(Problem): Down to the last line, restate the records below word for word, dropping every image.

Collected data
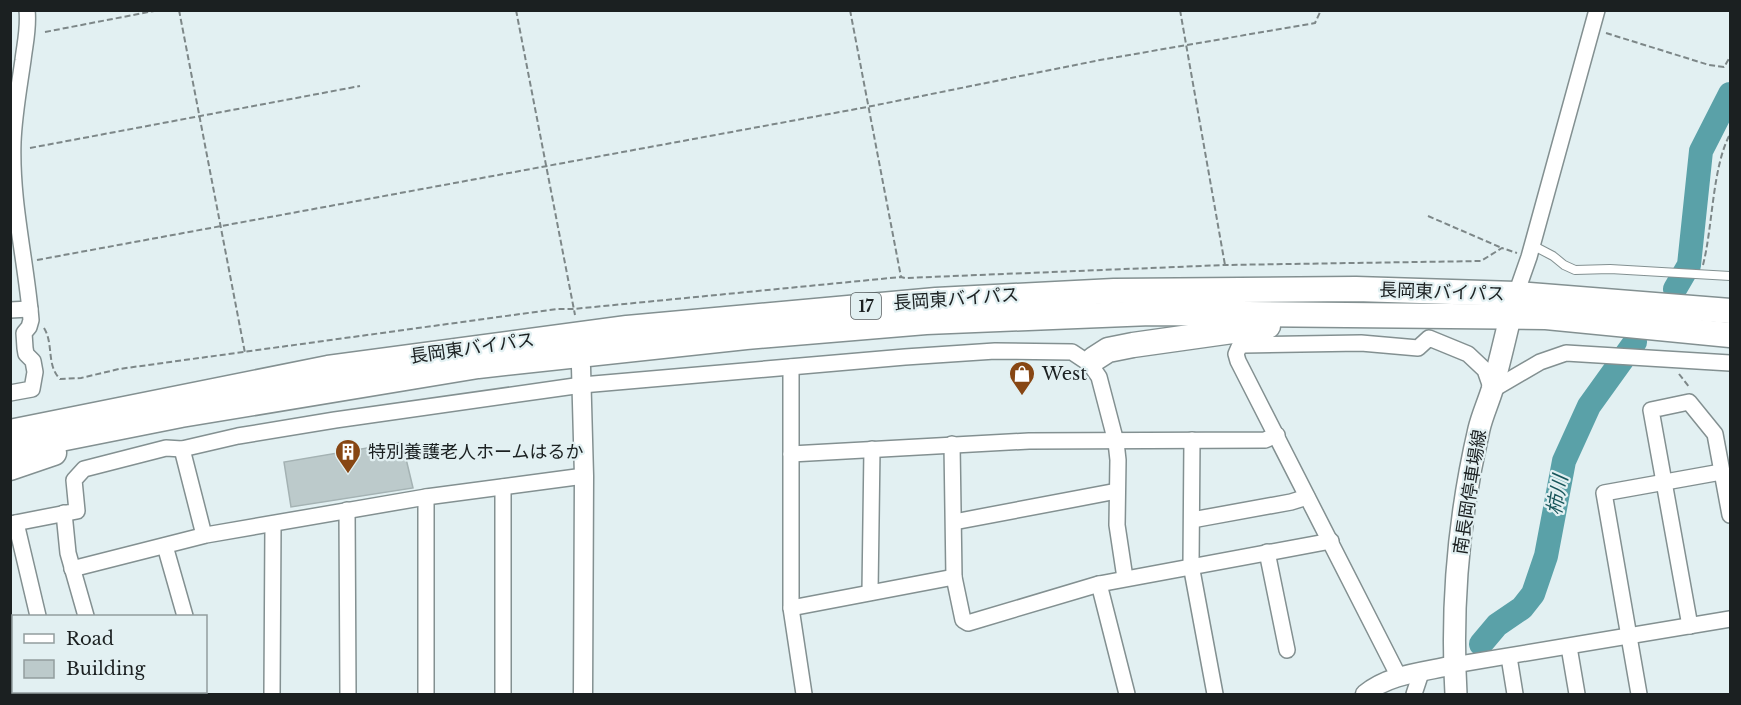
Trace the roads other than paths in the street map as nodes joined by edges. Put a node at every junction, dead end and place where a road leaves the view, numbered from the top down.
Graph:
1 (27, 10) edge
2 (1597, 10) edge
3 (23, 55) junction
4 (10, 65) edge
5 (12, 169) edge
6 (1530, 251) junction
7 (1731, 276) edge
8 (1513, 306) junction
9 (10, 310) edge
10 (1731, 311) edge
11 (31, 315) junction
12 (1360, 316) junction
13 (1446, 316) junction
14 (1731, 335) edge
15 (1429, 338) junction
16 (1092, 362) junction
17 (1731, 363) edge
18 (791, 367) junction
19 (328, 368) junction
20 (581, 376) junction
21 (1492, 390) junction
22 (10, 393) edge
23 (10, 417) edge
24 (138, 423) junction
25 (10, 432) edge
26 (1277, 435) junction
27 (1192, 440) junction
28 (1116, 442) junction
29 (952, 444) junction
30 (10, 449) edge
31 (182, 449) junction
32 (872, 449) junction
33 (791, 454) junction
34 (10, 468) edge
35 (1721, 472) junction
36 (584, 476) junction
37 (1664, 482) junction
38 (503, 487) junction
39 (1117, 491) junction
40 (426, 497) junction
41 (1307, 497) junction
42 (347, 510) junction
43 (64, 513) junction
44 (1731, 515) edge
45 (1192, 520) junction
46 (954, 522) junction
47 (13, 524) edge
48 (273, 524) junction
49 (204, 535) junction
50 (1330, 541) junction
51 (165, 546) junction
52 (1267, 552) junction
53 (1191, 565) junction
54 (72, 569) junction
55 (954, 577) junction
56 (1125, 578) junction
57 (1099, 584) junction
58 (870, 592) junction
59 (791, 608) junction
60 (38, 615) edge
61 (86, 615) edge
62 (185, 615) edge
63 (1731, 619) edge
64 (1690, 626) junction
65 (1629, 638) junction
66 (1569, 647) junction
67 (1287, 650) dead end
68 (1509, 657) junction
69 (1455, 665) junction
70 (1420, 673) junction
71 (1399, 677) junction
72 (272, 694) edge
73 (348, 694) edge
74 (426, 694) edge
75 (503, 694) edge
76 (583, 694) edge
77 (804, 694) edge
78 (1127, 694) edge
79 (1215, 694) edge
80 (1365, 694) edge
81 (1414, 694) edge
82 (1456, 694) edge
83 (1515, 694) edge
84 (1577, 694) edge
85 (1639, 694) edge

1 - 3 street
2 - 6 street
3 - 4 street
3 - 5 street
5 - 11 street
6 - 7 lane
6 - 8 street
8 - 10 highway, 長岡東バイパス / 17
8 - 13 highway, 長岡東バイパス / 17
8 - 14 highway, 長岡東バイパス / 17
8 - 19 highway, 長岡東バイパス / 17
8 - 21 main road, 南長岡停車場線
9 - 11 street
11 - 22 street
12 - 13 highway, 長岡東バイパス / 17
12 - 16 highway
12 - 24 highway, 長岡東バイパス / 17
13 - 15 street
15 - 21 street
15 - 26 street
16 - 18 street
16 - 28 street
17 - 21 street
18 - 20 street
18 - 33 street
19 - 23 highway
19 - 25 highway, 長岡東バイパス / 17
20 - 31 street
20 - 36 street
21 - 69 main road, 南長岡停車場線
24 - 30 highway, 長岡東バイパス / 17
24 - 34 highway
26 - 27 street
26 - 41 street
27 - 28 street
27 - 45 street
28 - 29 street
28 - 39 street
29 - 32 street
29 - 46 street
31 - 43 street
31 - 49 street
32 - 33 street
32 - 58 street
33 - 59 street
35 - 37 street
35 - 37 street
35 - 44 street
36 - 38 street
36 - 76 street
37 - 64 street
37 - 65 street
38 - 40 street
38 - 75 street
39 - 46 street
39 - 56 street
40 - 42 street
40 - 74 street
41 - 45 street
41 - 50 street
42 - 48 street
42 - 73 street
43 - 47 street
43 - 54 street
45 - 53 street
46 - 55 street
47 - 60 street
48 - 49 street
48 - 72 street
49 - 51 street
50 - 52 street
50 - 71 street
51 - 54 street
51 - 62 street
52 - 53 street
52 - 67 street
53 - 56 street
53 - 79 street
54 - 61 street
55 - 57 street
55 - 58 street
56 - 57 street
57 - 78 street
58 - 59 street
59 - 77 street
63 - 64 street
64 - 65 street
65 - 66 street
65 - 85 street
66 - 68 street
66 - 84 street
68 - 69 street
68 - 83 street
69 - 70 street
69 - 82 main road, 南長岡停車場線
70 - 71 street
70 - 81 street
71 - 80 street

(Output below):
Trace the roads other than paths in the street map as nodes joined by edges. Put a node at every junction, dead end and place where a road leaves the view, numbered from the top down.
Graph:
1 (27, 10) edge
2 (1597, 10) edge
3 (23, 55) junction
4 (10, 65) edge
5 (12, 169) edge
6 (1530, 251) junction
7 (1731, 276) edge
8 (1513, 306) junction
9 (10, 310) edge
10 (1731, 311) edge
11 (31, 315) junction
12 (1360, 316) junction
13 (1446, 316) junction
14 (1731, 335) edge
15 (1429, 338) junction
16 (1092, 362) junction
17 (1731, 363) edge
18 (791, 367) junction
19 (328, 368) junction
20 (581, 376) junction
21 (1492, 390) junction
22 (10, 393) edge
23 (10, 417) edge
24 (138, 423) junction
25 (10, 432) edge
26 (1277, 435) junction
27 (1192, 440) junction
28 (1116, 442) junction
29 (952, 444) junction
30 (10, 449) edge
31 (182, 449) junction
32 (872, 449) junction
33 (791, 454) junction
34 (10, 468) edge
35 (1721, 472) junction
36 (584, 476) junction
37 (1664, 482) junction
38 (503, 487) junction
39 (1117, 491) junction
40 (426, 497) junction
41 (1307, 497) junction
42 (347, 510) junction
43 (64, 513) junction
44 (1731, 515) edge
45 (1192, 520) junction
46 (954, 522) junction
47 (13, 524) edge
48 (273, 524) junction
49 (204, 535) junction
50 (1330, 541) junction
51 (165, 546) junction
52 (1267, 552) junction
53 (1191, 565) junction
54 (72, 569) junction
55 (954, 577) junction
56 (1125, 578) junction
57 (1099, 584) junction
58 (870, 592) junction
59 (791, 608) junction
60 (38, 615) edge
61 (86, 615) edge
62 (185, 615) edge
63 (1731, 619) edge
64 (1690, 626) junction
65 (1629, 638) junction
66 (1569, 647) junction
67 (1287, 650) dead end
68 (1509, 657) junction
69 (1455, 665) junction
70 (1420, 673) junction
71 (1399, 677) junction
72 (272, 694) edge
73 (348, 694) edge
74 (426, 694) edge
75 (503, 694) edge
76 (583, 694) edge
77 (804, 694) edge
78 (1127, 694) edge
79 (1215, 694) edge
80 (1365, 694) edge
81 (1414, 694) edge
82 (1456, 694) edge
83 (1515, 694) edge
84 (1577, 694) edge
85 (1639, 694) edge

1 - 3 street
2 - 6 street
3 - 4 street
3 - 5 street
5 - 11 street
6 - 7 lane
6 - 8 street
8 - 10 highway, 長岡東バイパス / 17
8 - 13 highway, 長岡東バイパス / 17
8 - 14 highway, 長岡東バイパス / 17
8 - 19 highway, 長岡東バイパス / 17
8 - 21 main road, 南長岡停車場線
9 - 11 street
11 - 22 street
12 - 13 highway, 長岡東バイパス / 17
12 - 16 highway
12 - 24 highway, 長岡東バイパス / 17
13 - 15 street
15 - 21 street
15 - 26 street
16 - 18 street
16 - 28 street
17 - 21 street
18 - 20 street
18 - 33 street
19 - 23 highway
19 - 25 highway, 長岡東バイパス / 17
20 - 31 street
20 - 36 street
21 - 69 main road, 南長岡停車場線
24 - 30 highway, 長岡東バイパス / 17
24 - 34 highway
26 - 27 street
26 - 41 street
27 - 28 street
27 - 45 street
28 - 29 street
28 - 39 street
29 - 32 street
29 - 46 street
31 - 43 street
31 - 49 street
32 - 33 street
32 - 58 street
33 - 59 street
35 - 37 street
35 - 37 street
35 - 44 street
36 - 38 street
36 - 76 street
37 - 64 street
37 - 65 street
38 - 40 street
38 - 75 street
39 - 46 street
39 - 56 street
40 - 42 street
40 - 74 street
41 - 45 street
41 - 50 street
42 - 48 street
42 - 73 street
43 - 47 street
43 - 54 street
45 - 53 street
46 - 55 street
47 - 60 street
48 - 49 street
48 - 72 street
49 - 51 street
50 - 52 street
50 - 71 street
51 - 54 street
51 - 62 street
52 - 53 street
52 - 67 street
53 - 56 street
53 - 79 street
54 - 61 street
55 - 57 street
55 - 58 street
56 - 57 street
57 - 78 street
58 - 59 street
59 - 77 street
63 - 64 street
64 - 65 street
65 - 66 street
65 - 85 street
66 - 68 street
66 - 84 street
68 - 69 street
68 - 83 street
69 - 70 street
69 - 82 main road, 南長岡停車場線
70 - 71 street
70 - 81 street
71 - 80 street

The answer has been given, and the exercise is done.